Des projets d’envergure
D’abord sur les réseaux sociaux, qu’elle alimente régulièrement. La ministre renvoie l’image d’une femme séduisante et accessible. Il y a quelques mois, elle a posté un instantané en compagnie de sa coiffeuse. Le cliché a été apprécié différemment dans les medias algériens. Certains y ont vu une responsable de l’État « plutôt cool » ; d’autres l’ont critiquée.
Sur des sujets plus sérieux, les avis sont également partagés. D’un côté, certains contestent l’efficacité de sa politique. De l’autre, ses partisans la soutiennent. Au premier rang de ceux-ci figure le Premier ministre, qui ne manque pas une occasion pour saluer son action. Sa politique volontariste en direction des voisins subsahariens de l’Algérie contribue à entretenir la stature du pays dans la région.
Devant son homologue nigérien qu’elle a reçu à Alger à la fin du mois d’avril, Feraoun a annoncé que l’Algérie va bientôt lancer dans l’espace un satellite qui va assurer 90 % des besoins de l’Internet au Niger et au Mali. Elle a également donné davantage de précisions sur le projet de la dorsale transsaharienne en fibre optique que l’État va en grande partie financer.

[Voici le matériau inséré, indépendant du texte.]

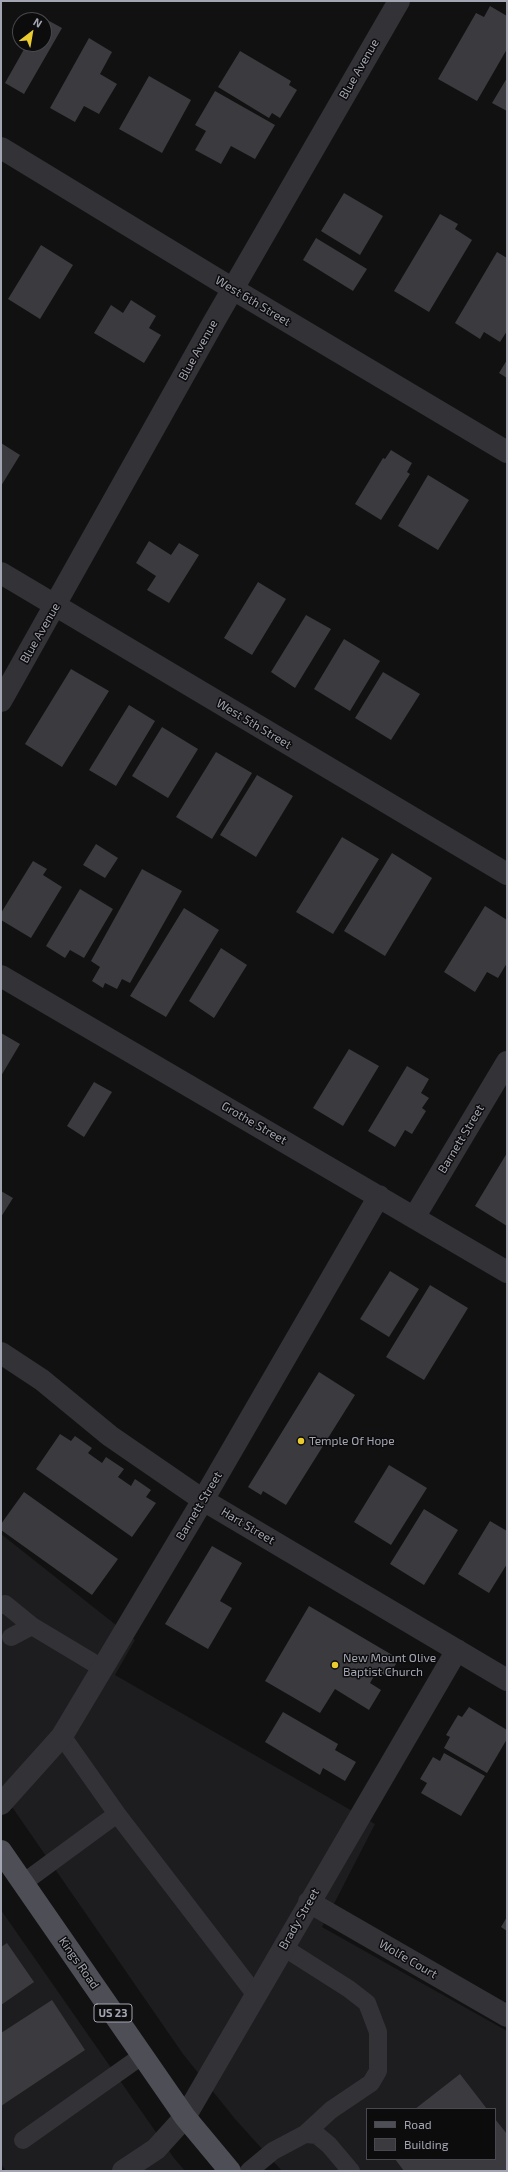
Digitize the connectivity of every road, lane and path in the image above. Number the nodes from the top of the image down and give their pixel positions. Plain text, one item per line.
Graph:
1 (399, 1) edge
2 (1, 148) edge
3 (232, 289) junction
4 (507, 452) edge
5 (1, 573) edge
6 (55, 606) junction
7 (1, 701) edge
8 (507, 874) edge
9 (1, 976) edge
10 (507, 1062) edge
11 (379, 1196) junction
12 (415, 1216) junction
13 (507, 1272) edge
14 (1, 1353) edge
15 (203, 1500) junction
16 (1, 1605) edge
17 (32, 1626) junction
18 (11, 1637) dead end
19 (457, 1650) junction
20 (102, 1668) junction
21 (507, 1680) edge
22 (62, 1736) junction
23 (1, 1804) edge
24 (117, 1814) junction
25 (1, 1851) edge
26 (23, 1883) junction
27 (309, 1902) junction
28 (283, 1947) junction
29 (255, 1994) junction
30 (507, 2016) edge
31 (143, 2055) junction
32 (185, 2117) junction
33 (305, 2134) junction
34 (23, 2140) dead end
35 (123, 2171) edge
36 (230, 2171) edge
37 (249, 2171) edge
38 (351, 2171) edge

1 - 3 street, Blue Avenue
2 - 3 street, West 6th Street
3 - 4 street, West 6th Street
3 - 6 street, Blue Avenue
5 - 6 street, West 5th Street
6 - 7 street, Blue Avenue
6 - 8 street, West 5th Street
9 - 11 street, Grothe Street
10 - 12 street, Barnett Street
11 - 12 street, Grothe Street
11 - 15 street, Barnett Street
12 - 13 street, Grothe Street
14 - 15 street, Hart Street
15 - 19 street, Hart Street
15 - 20 street, Barnett Street
16 - 17 lane
17 - 18 lane
17 - 20 lane
19 - 21 street, Hart Street
19 - 27 street, Brady Street
20 - 22 street, Barnett Street
22 - 23 street, Barnett Street
22 - 24 lane
24 - 26 lane
24 - 29 lane
25 - 26 main road, Kings Road / US 23
26 - 31 main road, Kings Road / US 23
27 - 28 street, Brady Street
27 - 30 street, Wolfe Court
28 - 29 street, Brady Street
28 - 33 lane
29 - 32 street, Brady Street
31 - 32 main road, Kings Road / US 23
31 - 34 lane
32 - 35 street, Brady Street
32 - 36 main road, Kings Road / US 23
33 - 37 lane
33 - 38 lane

Avec cette offre de service, l’Algérie entend doubler le Maroc en Afrique et consolider sa prédominance numérique. « Sur 1,2 milliard d’habitants en Afrique, moins de 300 millions sont connectés. Faciliter l’introduction des technologies de l’information et de la communication dans les foyers africains représente un acte politique autant qu’économique », explique la ministre.

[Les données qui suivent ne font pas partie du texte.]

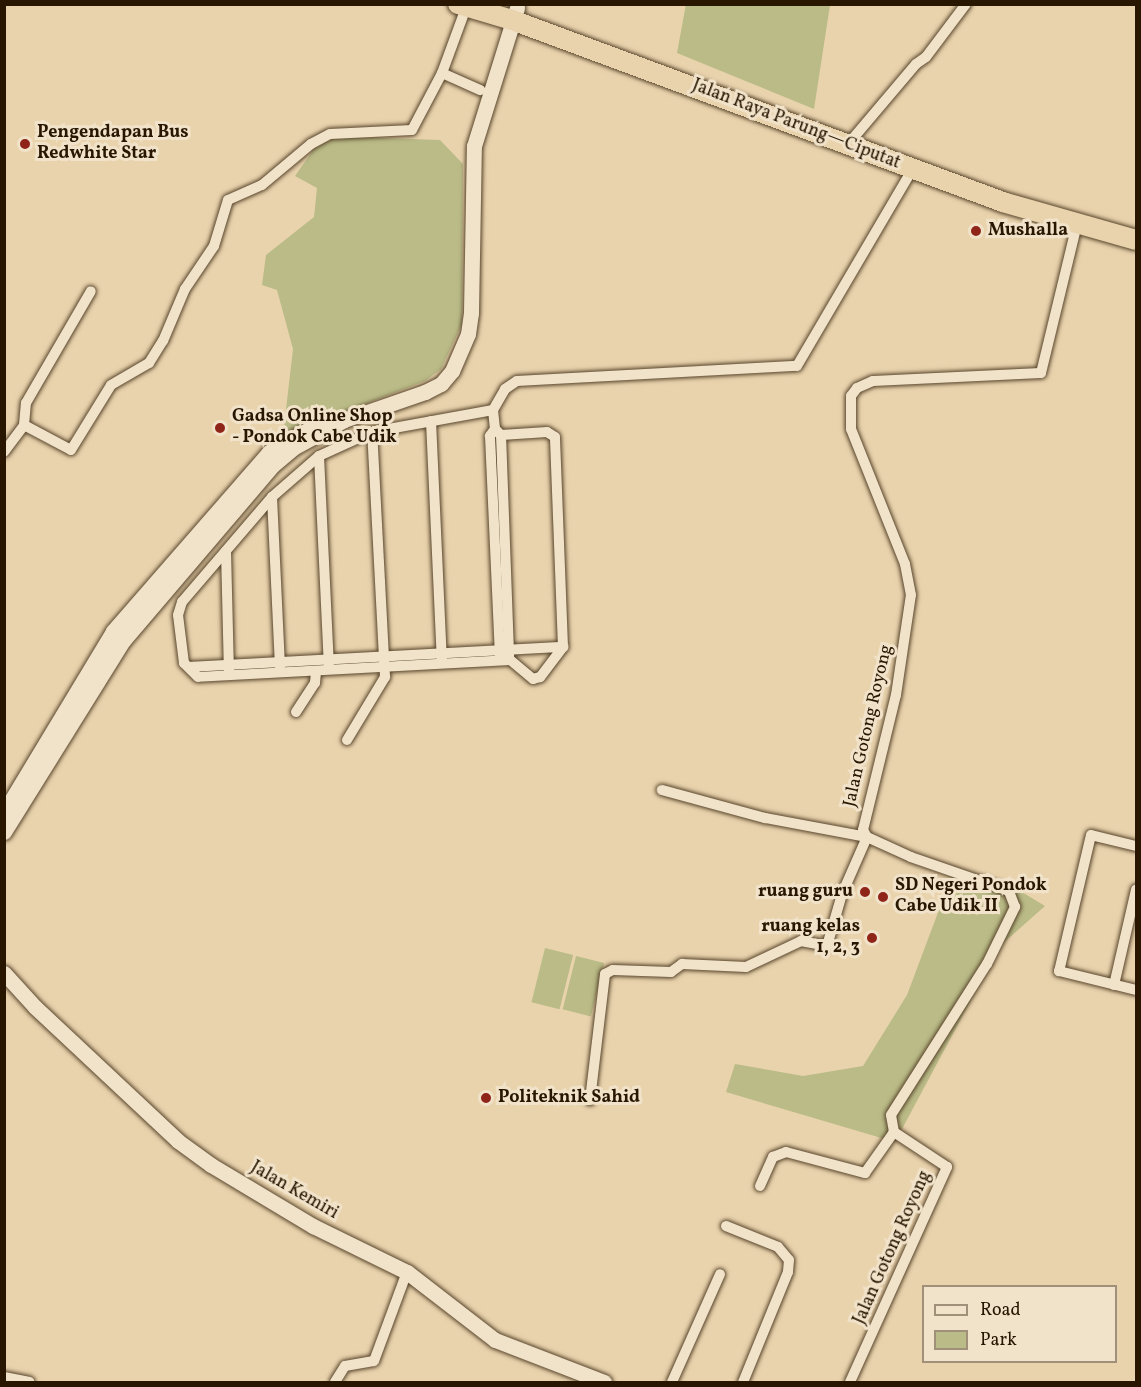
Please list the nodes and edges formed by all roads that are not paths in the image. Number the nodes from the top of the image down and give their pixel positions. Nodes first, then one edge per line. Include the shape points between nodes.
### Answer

Pour ses détracteurs, de telles ambitions semblent démesurées. « Avant de viser l’Afrique, elle devrait d’abord régler les problèmes de l’Internet en Algérie », relaie un journaliste spécialisé. Dans le pays, on se plaint des coupures intempestives, du débit, des difficultés de connexion au réseau et d’une couverture insuffisante. Un incident sur un câble critique en haute mer, tout dernièrement, a été tourné en dérision sur les réseaux sociaux – accessibles par intermittence. Las des justifications du ministère des TIC, certains ont désigné un requin scie comme responsable de la rupture du câble !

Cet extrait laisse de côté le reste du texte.